Now we solved a problem related to "Give me the author of "Crime and Punishment" and all the books he has written." query. But in the backend SQL will still have to perform complicated and time-consuming joins. To solve this, we can use a graph database instead - RDF database (opens in a new tab). RDF stores data in triplets composed of "subject-predicate-body" ("Fyodor Dostoevsky wrote Crime and Punishment"). Such structure will allow for faster retrieval of triplets, and help us solve the speed issue with our latest query example.

ℹ️

While Weaviate doesn't explicitly use RDF, their graph database has RDF-like features.

Use case

In this section I will essentially copy some code from the Weaviate's official quickstart google colab tutorial (opens in a new tab) and comment on it. Weaviate also has great guides on how to build apps utilizing a vector database such as image search app (opens in a new tab), advenced drug search app (opens in a new tab), and chatting with PDF (opens in a new tab)

First, we can install weaviate client pretty easily using pip.

pip install -U weaviate-client

Then we can go to weaviate web app, create the account, and create a free sandbox instance on https://console.weaviate.cloud/ (opens in a new tab). We should be able to copy the API key from there (YOUR-WEAVIATE-API-KEY), and the endpoint (CLUSTER_URL). Additionally, because we will use openai embeddings in this example, we need to obtain an API key from https://platform.openai.com/account/api-keys (opens in a new tab). (OPENAI_API_KEY) Then in Python, connect to the sandbox instance.

import weaviate
import json
import os
 
client = weaviate.Client(
     url = "CLUSTER_URL", 
     auth_client_secret=weaviate.AuthApiKey(api_key="YOUR-WEAVIATE-API-KEY"),
     additional_headers = {"X-OpenAI-Api-Key": "OPEN_API_KEY"}
)

Next, we define a class which tells weaviate how to store and process the data we upload.
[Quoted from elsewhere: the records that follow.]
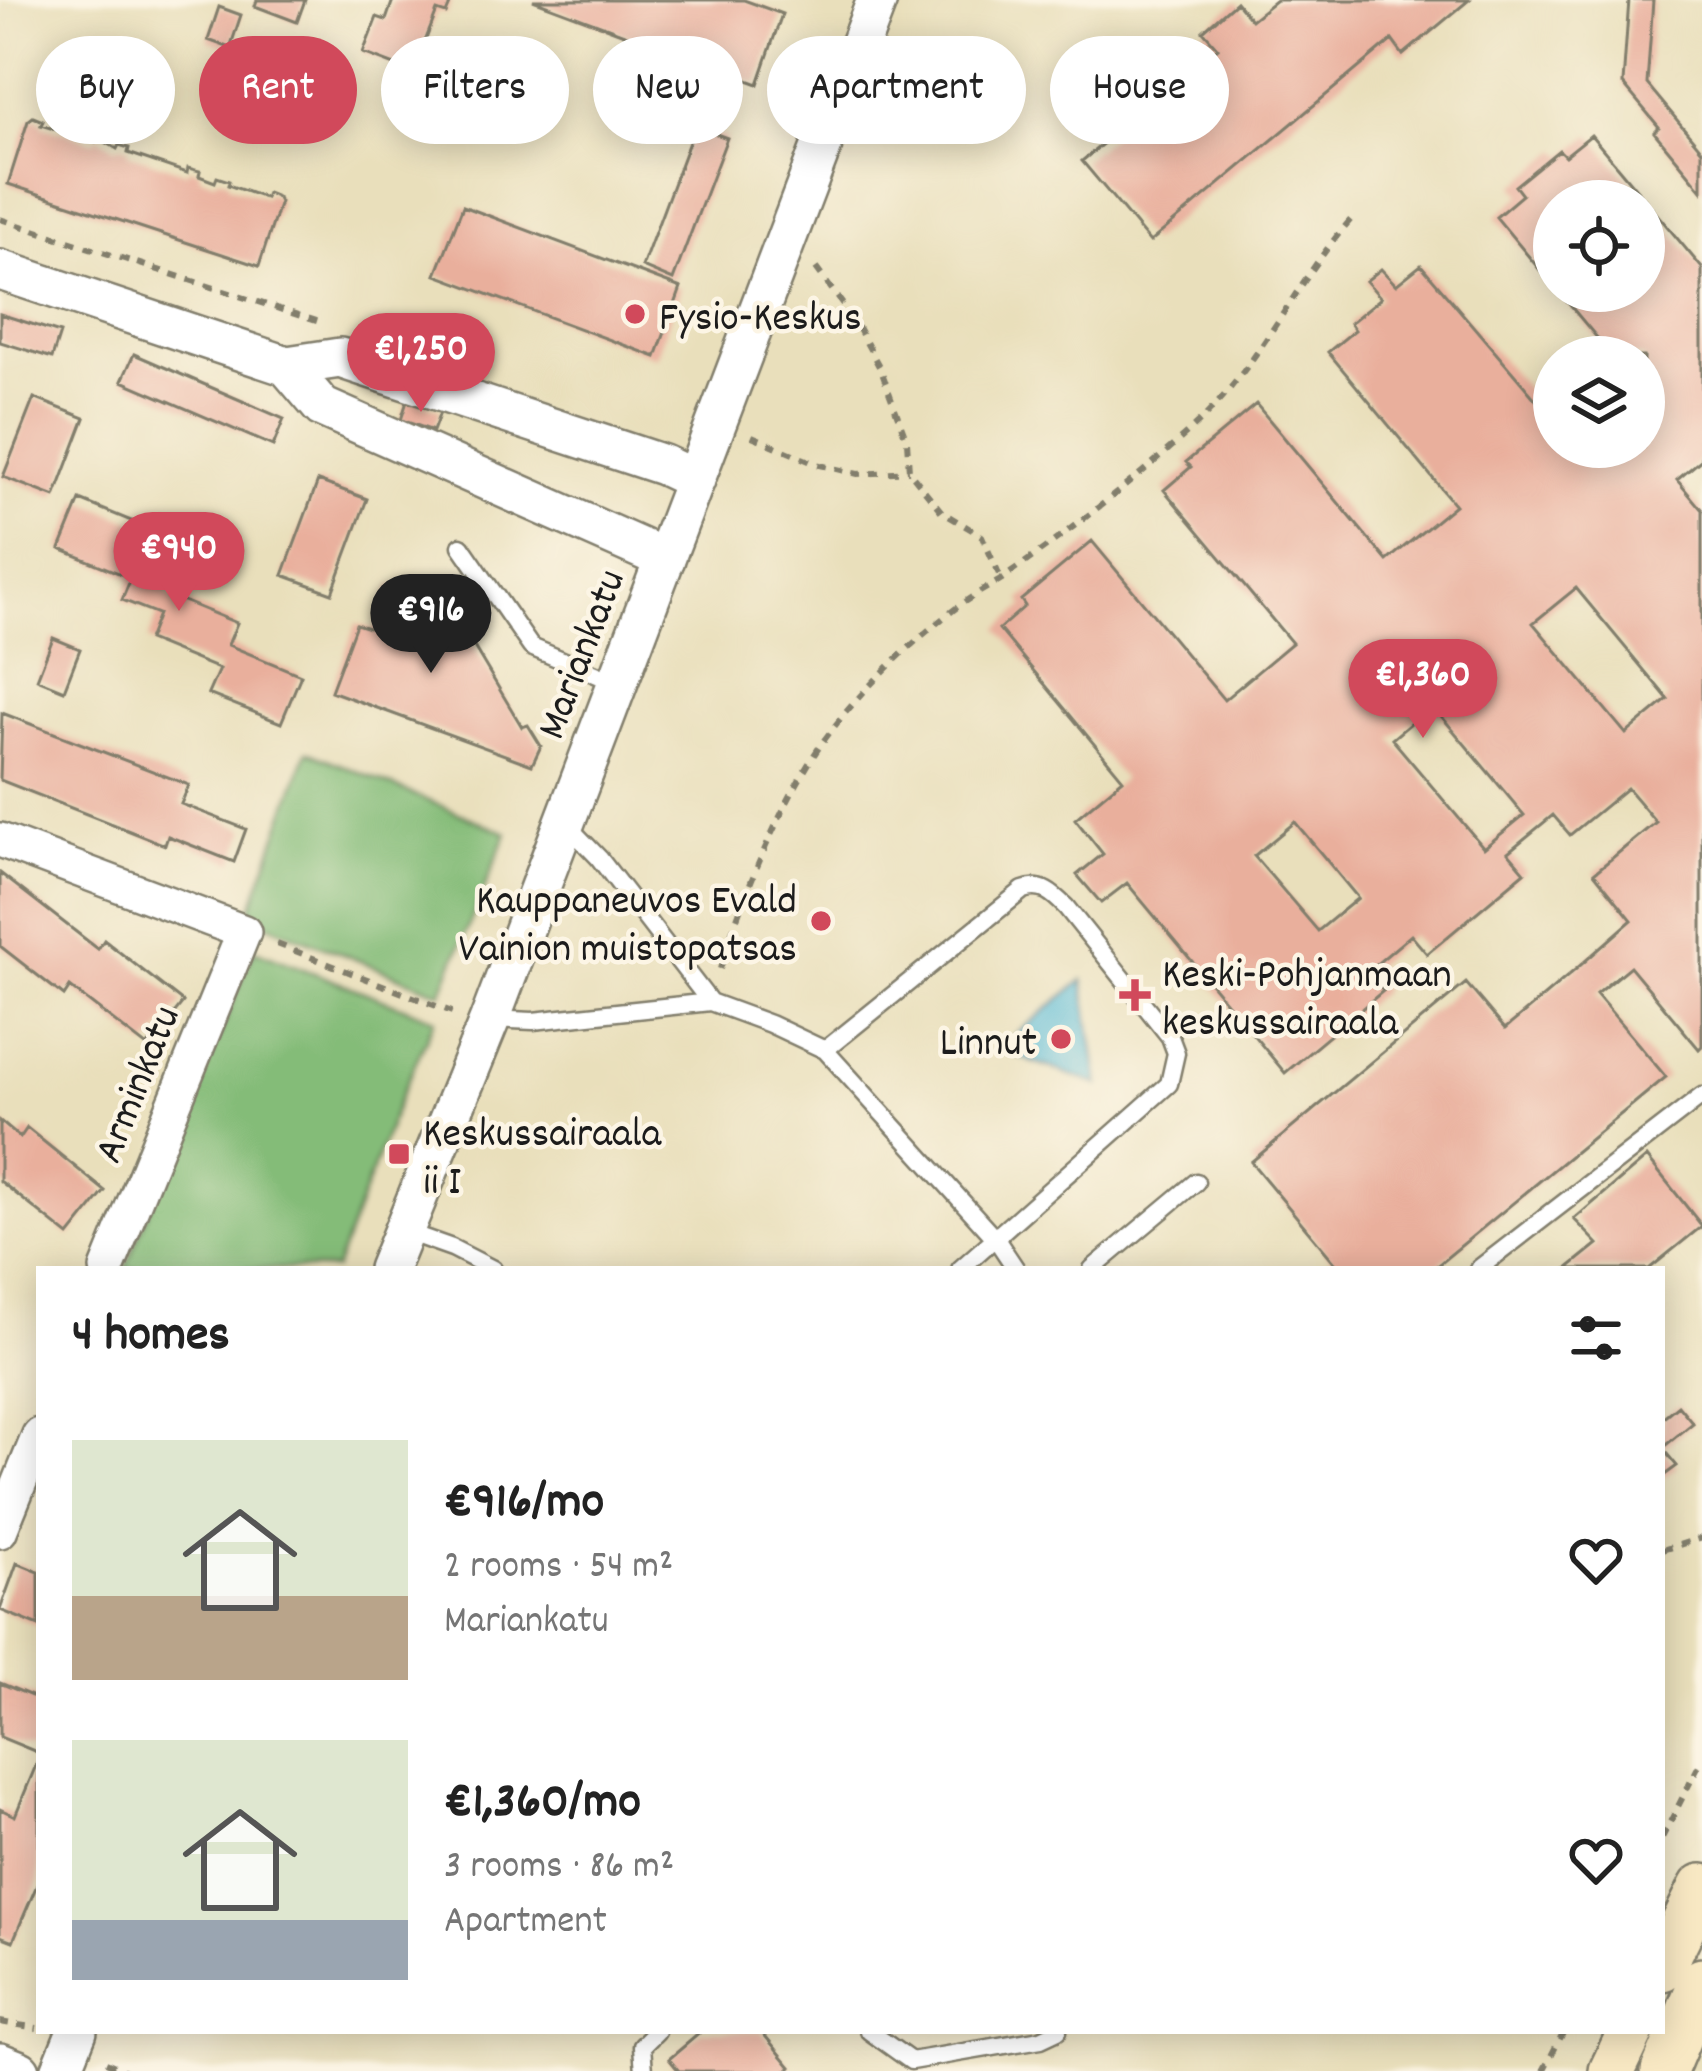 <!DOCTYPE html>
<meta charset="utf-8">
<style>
:root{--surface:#fff;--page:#f6f6f6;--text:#222;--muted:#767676;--accent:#d1495b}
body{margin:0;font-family:Dekko,sans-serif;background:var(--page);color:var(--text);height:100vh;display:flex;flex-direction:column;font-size:45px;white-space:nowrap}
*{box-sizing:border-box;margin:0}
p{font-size:39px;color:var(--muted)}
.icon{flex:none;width:66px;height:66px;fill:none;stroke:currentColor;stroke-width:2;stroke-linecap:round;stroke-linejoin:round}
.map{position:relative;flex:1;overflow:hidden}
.details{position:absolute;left:36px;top:1266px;width:1629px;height:768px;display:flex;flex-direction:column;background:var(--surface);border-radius:0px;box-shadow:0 6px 30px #0003}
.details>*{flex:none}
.hud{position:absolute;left:36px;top:36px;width:1632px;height:108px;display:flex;gap:24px}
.fabs{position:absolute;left:1533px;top:180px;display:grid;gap:24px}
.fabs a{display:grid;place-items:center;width:132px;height:132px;border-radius:50%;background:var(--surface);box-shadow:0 6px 30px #0003;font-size:60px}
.price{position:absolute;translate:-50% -102px;padding:0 27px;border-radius:42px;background:var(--accent);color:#fff;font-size:39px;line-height:78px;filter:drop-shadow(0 3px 6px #0008)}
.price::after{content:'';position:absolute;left:50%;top:72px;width:36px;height:27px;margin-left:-18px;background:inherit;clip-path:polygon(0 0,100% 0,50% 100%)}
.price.active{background:#222;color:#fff}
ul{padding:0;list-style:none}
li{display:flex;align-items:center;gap:36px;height:300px;padding:0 36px}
li span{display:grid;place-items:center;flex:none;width:336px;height:240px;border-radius:0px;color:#555}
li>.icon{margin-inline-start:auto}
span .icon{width:144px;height:144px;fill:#fffc;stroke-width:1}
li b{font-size:51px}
h2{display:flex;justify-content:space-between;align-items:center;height:144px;padding:0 36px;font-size:51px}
.pill{padding:0 42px;border-radius:54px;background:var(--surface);box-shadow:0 6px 30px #0003;font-size:42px;line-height:108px}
.pill.active{background:var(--accent);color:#fff}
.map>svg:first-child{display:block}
</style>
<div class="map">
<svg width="1702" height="2071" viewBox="0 0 1702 2071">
<rect width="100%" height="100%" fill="#fcf5e5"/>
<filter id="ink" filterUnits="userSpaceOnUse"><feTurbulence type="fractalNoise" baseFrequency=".00833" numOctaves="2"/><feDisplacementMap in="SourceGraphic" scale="24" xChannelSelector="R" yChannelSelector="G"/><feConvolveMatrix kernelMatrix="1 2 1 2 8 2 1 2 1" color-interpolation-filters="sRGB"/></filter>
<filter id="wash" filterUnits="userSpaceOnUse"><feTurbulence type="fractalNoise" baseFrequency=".004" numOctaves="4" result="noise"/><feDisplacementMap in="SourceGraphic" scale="48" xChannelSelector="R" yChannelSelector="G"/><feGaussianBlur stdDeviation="2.7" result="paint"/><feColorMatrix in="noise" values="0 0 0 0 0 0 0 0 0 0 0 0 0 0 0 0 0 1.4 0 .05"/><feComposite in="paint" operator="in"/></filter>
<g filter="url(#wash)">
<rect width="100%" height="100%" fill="#e9dfbb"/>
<path fill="#84bc78" stroke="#506c4a" stroke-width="3" d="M 307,751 L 507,833 L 441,993 L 248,917 Z
M 254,950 L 435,1019 L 399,1100 L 335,1269 L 125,1269 Z"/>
<path fill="#56b9d4" stroke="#396a78" stroke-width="3" d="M 1083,980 L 1099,1085 L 998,1049 Z"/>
<g id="blocks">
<path fill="#e9af9c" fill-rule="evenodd" d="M 257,0 L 305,0 L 297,22 L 255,6 Z
M 393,0 L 452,0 L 446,14 L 437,11 L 413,72 L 363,53 L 377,17 L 386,20 Z
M 533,0 L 744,0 L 782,14 L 758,84 Z
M 1276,0 L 1469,0 L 1403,55 L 1392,40 L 1150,242 L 1082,161 L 1218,48 L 1203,31 L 1236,2 L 1251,20 Z
M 1629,0 L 1653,0 L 1647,84 L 1702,150 L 1702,190 L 1654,132 L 1659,127 L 1623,84 Z
M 219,7 L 241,15 L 230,48 L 208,40 Z
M 33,117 L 43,121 L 41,125 L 95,142 L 97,137 L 117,149 L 119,145 L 129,148 L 128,153 L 187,173 L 188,168 L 200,171 L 199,176 L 215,182 L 217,177 L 229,181 L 228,185 L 265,198 L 267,193 L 277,197 L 280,202 L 259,266 L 8,184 L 28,121 Z
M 695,126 L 727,138 L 673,280 L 642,267 Z
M 1591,135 L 1702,268 L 1702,459 L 1677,480 L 1702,510 L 1702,1046 L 1699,1049 L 1630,966 L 1596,994 L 1666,1077 L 1433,1269 L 1340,1269 L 1251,1162 L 1466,983 L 1505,1029 L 1575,970 L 1632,920 L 1594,873 L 1656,822 L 1627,788 L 1570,835 L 1553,815 L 1508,852 L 1525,872 L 1427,954 L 1411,935 L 1367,972 L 1383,991 L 1285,1073 L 1127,883 L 1101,903 L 1077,875 L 1103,854 L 1075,819 L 1123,779 L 999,629 L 1025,606 L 1021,600 L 1092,541 L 1224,700 L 1292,643 L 1164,490 L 1191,467 L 1186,462 L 1256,404 L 1387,561 L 1455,505 L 1328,352 L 1355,330 L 1350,323 L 1381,298 L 1366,281 L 1381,269 L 1396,285 L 1421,265 L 1554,421 L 1554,447 L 1644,447 L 1644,357 L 1613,357 L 1558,291 L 1644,291 L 1644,201 L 1554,201 L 1554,287 L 1496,217 L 1522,195 L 1515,186 L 1559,150 L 1565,156 ZM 1576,588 L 1668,699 L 1626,734 L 1533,623 ZM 1432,705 L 1524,815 L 1484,848 L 1392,739 ZM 1295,822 L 1358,898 L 1318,931 L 1254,856 Z
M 463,206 L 681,288 L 656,357 L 436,275 Z
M 0,314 L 60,333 L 52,358 L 0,342 Z
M 134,354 L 284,419 L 273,446 L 122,381 Z
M 34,398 L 85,418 L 55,497 L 3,477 Z
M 408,398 L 441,410 L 433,431 L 401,420 Z
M 318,481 L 367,499 L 332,593 L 283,575 Z
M 80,500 L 151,529 L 141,554 L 176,569 L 166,594 L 237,623 L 228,645 L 301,675 L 281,723 L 208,694 L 219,669 L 148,640 L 158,614 L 122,600 L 131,578 L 60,549 Z
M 391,585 L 430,605 L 437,585 L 522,727 L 528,725 L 541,746 L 532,765 L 331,691 L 356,624 L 375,630 Z
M 53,638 L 80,649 L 64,690 L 37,679 Z
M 2,713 L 189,785 L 181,804 L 246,829 L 234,862 L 168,836 L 165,845 L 0,780 Z
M 0,873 L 98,949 L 104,940 L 183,1002 L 147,1047 L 70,987 L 64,996 L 0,946 Z
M 0,1121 L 20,1138 L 27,1128 L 105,1191 L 69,1236 L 0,1181 Z
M 1647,1157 L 1702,1226 L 1649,1269 L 1567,1269 L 1598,1244 L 1574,1219 Z
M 1678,1405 L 1693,1423 L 1662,1448 L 1677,1466 L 1662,1477 L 1662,1418 Z
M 17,1563 L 39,1572 L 39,1626 L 0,1610 Z
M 0,1683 L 39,1699 L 39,1753 L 0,1737 Z
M 39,1758 L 39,1880 L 13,1941 L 0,1936 L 0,1809 L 15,1816 Z
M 702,2031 L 761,2031 L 791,2067 L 787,2071 L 679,2071 L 669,2059 Z"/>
</g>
</g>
<g filter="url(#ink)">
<use href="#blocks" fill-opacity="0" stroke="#827e6c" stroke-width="3"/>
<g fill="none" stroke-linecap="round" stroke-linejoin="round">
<defs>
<path id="service" d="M 461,546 L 531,647 L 617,683
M 567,825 L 599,858 L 710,1002
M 491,1019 L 533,1021 L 710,1002 L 770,1024 L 825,1050 L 996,1239 L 1016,1269
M 825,1050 L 1023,890 C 1042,883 1053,894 1066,907 L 1170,1037 L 1176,1053 L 1169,1084 L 960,1269
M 404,1231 L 452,1248 L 493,1269
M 1092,1269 L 1196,1182
M 1478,1269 L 1702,1096
M 869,2031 L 911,2061 L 1041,2039 L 1058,2031
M 644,2071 L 642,2046 L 657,2031"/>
<path id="minor" d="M 0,840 L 244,932 L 107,1269
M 0,1531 L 39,1435"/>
<path id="tertiary" d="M 0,270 L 287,366 L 340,358 L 663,465 L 695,480
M 287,366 L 322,407 L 665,559
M 388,1269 L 490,1019 L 877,0
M 0,2063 L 20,2071
M 61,2071 L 77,2031"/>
<path id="secondary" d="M 1662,1968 L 1702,1887
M 1612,2071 L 1631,2031
M 1664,2071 L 1702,1981"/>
</defs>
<use href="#service" stroke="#827e6c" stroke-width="21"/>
<use href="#minor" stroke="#827e6c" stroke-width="38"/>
<use href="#tertiary" stroke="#827e6c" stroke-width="44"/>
<use href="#secondary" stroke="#827e6c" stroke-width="50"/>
<path stroke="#827e6c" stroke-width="6" stroke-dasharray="9 9" stroke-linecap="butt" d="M 0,219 L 323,323
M 816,268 L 853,318 L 881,370 L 907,441 L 909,471 L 942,512 L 982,536 L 1001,579
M 752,436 L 816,464 L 858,474 L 909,471
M 277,944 L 452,1012
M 720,969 C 741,900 776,814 816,752 C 850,700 912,640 963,603 C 975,594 989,587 1002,579 C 1067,533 1144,474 1202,419 C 1264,359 1297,278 1355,215
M 1662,1550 L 1702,1538
M 1662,1838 L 1702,1759
M 0,2022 L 37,2028
M 106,2062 L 126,2071
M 1543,2071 L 1564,2031"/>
<use href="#service" stroke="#fff" stroke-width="16"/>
<use href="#minor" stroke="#fff" stroke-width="33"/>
<use href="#tertiary" stroke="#fff" stroke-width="39"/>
<use href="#secondary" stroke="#f8e8c3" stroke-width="45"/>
</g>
</g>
<g fill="#d1495b" stroke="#fcf5e5" stroke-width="4.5">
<circle cx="635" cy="314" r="12"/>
<circle cx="821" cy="921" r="12"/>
<path d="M1129 977h12v12h12v12h-12v12h-12v-12h-12v-12h12z"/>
<circle cx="1061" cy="1039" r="12"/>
<rect x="387" y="1142" width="24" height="24" rx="6"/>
</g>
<g text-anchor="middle" stroke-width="9" stroke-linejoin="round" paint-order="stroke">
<g font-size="42" fill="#1c1c1c" stroke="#fcf5e5" text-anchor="start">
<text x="659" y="329">Fysio-Keskus</text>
<text x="797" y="912" text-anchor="end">Kauppaneuvos Evald<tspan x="797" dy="48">Vainion muistopatsas</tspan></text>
<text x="1162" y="986">Keski-Pohjanmaan<tspan x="1162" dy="48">keskussairaala</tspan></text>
<text x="1037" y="1054" text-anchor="end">Linnut</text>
<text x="423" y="1145">Keskussairaala<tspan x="423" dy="48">ii I</tspan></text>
</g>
<g font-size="42" fill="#1c1c1c" stroke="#fcf5e5">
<text transform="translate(578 653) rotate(-69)" y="15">Mariankatu</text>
<text transform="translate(134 1083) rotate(-68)" y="15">Arminkatu</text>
</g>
</g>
</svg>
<div class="fabs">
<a><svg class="icon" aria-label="locate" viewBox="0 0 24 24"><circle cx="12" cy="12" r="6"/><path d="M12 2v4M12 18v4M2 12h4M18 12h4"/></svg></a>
<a><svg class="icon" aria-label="layers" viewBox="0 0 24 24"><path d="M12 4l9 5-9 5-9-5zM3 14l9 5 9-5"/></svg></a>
</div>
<b class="price" style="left:421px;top:415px">€1,250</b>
<b class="price" style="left:179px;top:614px">€940</b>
<b class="price active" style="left:431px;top:676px">€916</b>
<b class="price" style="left:1423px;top:741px">€1,360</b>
<div class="hud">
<a class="pill">Buy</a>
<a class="pill active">Rent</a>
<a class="pill">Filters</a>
<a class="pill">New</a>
<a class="pill">Apartment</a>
<a class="pill">House</a>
</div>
<section class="details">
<h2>4 homes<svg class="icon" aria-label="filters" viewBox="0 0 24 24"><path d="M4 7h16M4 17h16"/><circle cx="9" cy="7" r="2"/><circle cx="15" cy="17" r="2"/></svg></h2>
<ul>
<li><span style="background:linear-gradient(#dfe7d0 65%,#b9a48a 0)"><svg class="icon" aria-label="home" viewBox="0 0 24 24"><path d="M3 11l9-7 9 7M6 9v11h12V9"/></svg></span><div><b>€916/mo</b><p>2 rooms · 54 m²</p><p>Mariankatu</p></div><svg class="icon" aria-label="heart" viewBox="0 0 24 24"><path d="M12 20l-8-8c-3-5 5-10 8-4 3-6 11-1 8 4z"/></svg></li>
<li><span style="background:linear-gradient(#dfe7d0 75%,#9aa5b1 0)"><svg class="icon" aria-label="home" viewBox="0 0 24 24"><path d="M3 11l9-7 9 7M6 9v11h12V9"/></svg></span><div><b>€1,360/mo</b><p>3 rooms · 86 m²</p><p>Apartment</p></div><svg class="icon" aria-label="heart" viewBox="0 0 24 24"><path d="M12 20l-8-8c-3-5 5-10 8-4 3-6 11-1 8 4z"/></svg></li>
</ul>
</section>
</div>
The following code says: Make a placeholder for the object "Question", and get the embeddings for it by using text2vec-openai encoder.

class_obj = {
    "class": "Question",
    "vectorizer": "text2vec-openai",
    "moduleConfig": {
        "text2vec-openai": {},
    }
}
client.schema.create_class(class_obj)

Then, we use the jeopardy question data and upload it to weaviate as follows:

import requests
url = 'https://raw.githubusercontent.com/weaviate-tutorials/quickstart/main/data/jeopardy_tiny.json'
resp = requests.get(url)
data = json.loads(resp.text)
 
# Configure a batch process
with client.batch(
    batch_size=100
) as batch:
    # Batch import all Questions
    for i, d in enumerate(data):
        print(f"importing question: {i+1}")
 
        properties = {
            "answer": d["Answer"],
            "question": d["Question"],
            "category": d["Category"],
        }
 
        client.batch.add_data_object(
            properties,
            "Question",
        )

And finally, we can pose a query, asking to get 2 questions that correspond to the concept of biology.

nearText = {"concepts": ["biology"]}
 
response = (
    client.query
    .get("Question", ["question", "answer", "category"])
    .with_near_text(nearText)
    .with_limit(2)
    .do()
)
 
print(json.dumps(response, indent=4))

The output I get is:

{
    "data": {
        "Get": {
            "Question": [
                {
                    "answer": "DNA",
                    "category": "SCIENCE",
                    "question": "In 1953 Watson & Crick built a model of the molecular structure of this, the gene-carrying substance"
                },
                {
                    "answer": "species",
                    "category": "SCIENCE",
                    "question": "2000 news: the Gunnison sage grouse isn't just another northern sage grouse, but a new one of this classification"
                }
            ]
        }
    }
}

This describes my journey of learning about vector databases, thank you for reading until the end, I hope you find this post helpful!